Certes, cette vision d’outre-tombe, cette larve du moyen-âge chez un décadent de la fin du XVIIe siècle, laisse cet arrière-goût de pourrissoir que donnent seuls, à Séville, dans l’hôpital de Don Juan, les fameux tableaux de Valdès Léal. Mais ce cadavre qui ressuscite, ce revenant qui se prolonge trois jours après la mort, n’est-ce pas un peu, à cette date, le portrait de l’art espagnol ? On comprend la violence de la révolte d’un Goya, lorsqu’il se met à secouer ce poids mort d’archaïsmes. L’exposition des Grafton galleries nous laisse sur cette explosion de vie et de colères.
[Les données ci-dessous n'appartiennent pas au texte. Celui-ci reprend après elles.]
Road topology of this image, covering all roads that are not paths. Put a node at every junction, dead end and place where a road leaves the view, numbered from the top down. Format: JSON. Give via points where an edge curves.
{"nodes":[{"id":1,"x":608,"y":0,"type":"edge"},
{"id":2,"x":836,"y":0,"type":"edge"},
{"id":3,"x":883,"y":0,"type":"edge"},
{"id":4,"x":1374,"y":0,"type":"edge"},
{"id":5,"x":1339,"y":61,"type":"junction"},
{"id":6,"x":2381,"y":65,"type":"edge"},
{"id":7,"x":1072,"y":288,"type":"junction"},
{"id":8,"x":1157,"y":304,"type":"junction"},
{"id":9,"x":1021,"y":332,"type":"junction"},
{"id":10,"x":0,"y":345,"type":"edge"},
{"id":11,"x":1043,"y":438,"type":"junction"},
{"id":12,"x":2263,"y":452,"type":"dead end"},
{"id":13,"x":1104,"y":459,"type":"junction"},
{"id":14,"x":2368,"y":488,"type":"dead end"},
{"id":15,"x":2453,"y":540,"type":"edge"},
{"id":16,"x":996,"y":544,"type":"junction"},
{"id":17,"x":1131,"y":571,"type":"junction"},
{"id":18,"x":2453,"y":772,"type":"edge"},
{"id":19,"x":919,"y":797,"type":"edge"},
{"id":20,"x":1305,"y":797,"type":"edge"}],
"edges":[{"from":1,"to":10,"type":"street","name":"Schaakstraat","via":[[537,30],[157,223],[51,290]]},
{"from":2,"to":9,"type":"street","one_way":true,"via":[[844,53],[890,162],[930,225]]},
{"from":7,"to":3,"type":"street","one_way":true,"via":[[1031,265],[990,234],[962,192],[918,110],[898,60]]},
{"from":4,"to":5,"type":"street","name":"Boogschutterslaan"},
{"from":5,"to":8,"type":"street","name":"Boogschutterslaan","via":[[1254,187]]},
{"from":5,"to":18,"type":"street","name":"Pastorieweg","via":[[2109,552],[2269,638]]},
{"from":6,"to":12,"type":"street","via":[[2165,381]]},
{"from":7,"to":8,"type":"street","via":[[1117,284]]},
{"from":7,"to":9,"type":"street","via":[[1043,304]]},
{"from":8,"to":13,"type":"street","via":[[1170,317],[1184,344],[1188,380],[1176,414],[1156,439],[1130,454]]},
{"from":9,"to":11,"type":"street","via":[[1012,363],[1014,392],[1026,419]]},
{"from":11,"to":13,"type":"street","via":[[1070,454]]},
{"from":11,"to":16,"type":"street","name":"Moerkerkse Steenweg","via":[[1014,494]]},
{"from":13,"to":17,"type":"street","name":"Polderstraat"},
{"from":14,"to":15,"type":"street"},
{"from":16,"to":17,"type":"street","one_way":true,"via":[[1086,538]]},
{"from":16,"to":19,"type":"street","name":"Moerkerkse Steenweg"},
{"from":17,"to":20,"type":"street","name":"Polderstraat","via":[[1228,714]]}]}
Un portrait de la Duchesse d’Albe éclate avec un sec crépitement de castagnettes : frisée comme un bichon, en robe Directoire, toute blanche avec des rubans rouges, d’un rouge atroce de piment, elle danse dans la mémoire avec sa raideur de poupée et ses chevilles de gitane, comme une marionnette esquissant le pas du flamenco. Première apparition de l’Espagne de Carmen, qui n’est plus qu’un bouquet de plaisirs ; tandis que les scènes furieuses de la Maison des fous montrent sous la révolte la persistance des vieux cauchemars, une émancipation qui finit en rêves de cabanon.

Je ne donne pas ce raccourci pour une image exacte de la pensée espagnole : il manque trop de nuances indispensables. Pourtant, dans les grandes lignes, l’ensemble de l’histoire morale de l’Espagne, jusqu’au début du siècle dernier, se dégage nettement. C’est beaucoup d’avoir réussi à développer un tel tableau, et à porter sur quelques points des clartés essentielles. Sans doute, jamais exposition dans une ville d’Europe ne vaudra cinq minutes passées dans une église de Tolède ou au musée de Séville, devant les Zurbaran. La peinture espagnole, vue à Londres, manque souvent d’intérêt ; elle a rarement, pour se soutenir, le charme d’exécution, l’intimité que porte avec lui un tableau de Rembrandt ou de Vermeer de Delft. Ses côtés inhumains, l’étonnant porte-à-faux sur lequel elle repose, paraissent plus manifestes quand on la détache du milieu et des circonstances qui l’expliquent : c’est une construction sur le vide. Elle fatigue et ne persuade pas ; on sort avec une impression d’étonnement, de courbature. Le plus beau tableau espagnol vu en dehors d’Espagne perd beaucoup de son sens : c’est un vin qui ne voyage pas. Cela signifie sans doute que l’art espagnol n’est pas le plus touchant et le plus grand des arts. Il n’a aucune valeur de généralité ; il se désintéresse de tout ce qui fait ailleurs, pour le reste des hommes, le prix et le charme de l’art, le sentiment, la grâce, la poésie, la beauté. Il s’absorbe à l’écart de tout dans son œuvre solitaire, dans sa recherche desséchante des plus fortes sensations et dans son idée fixe de matérialisme mystique. Mais il demeure l’image du pays qui en ce monde sauve le mieux de l’ennui, et où la vie peut-être a le plus de saveur.


LOUIS GILLET

  1. Voyez, sur ce portrait, l’étude de M. de Wyzewa dans la Revue du 15 août 1904.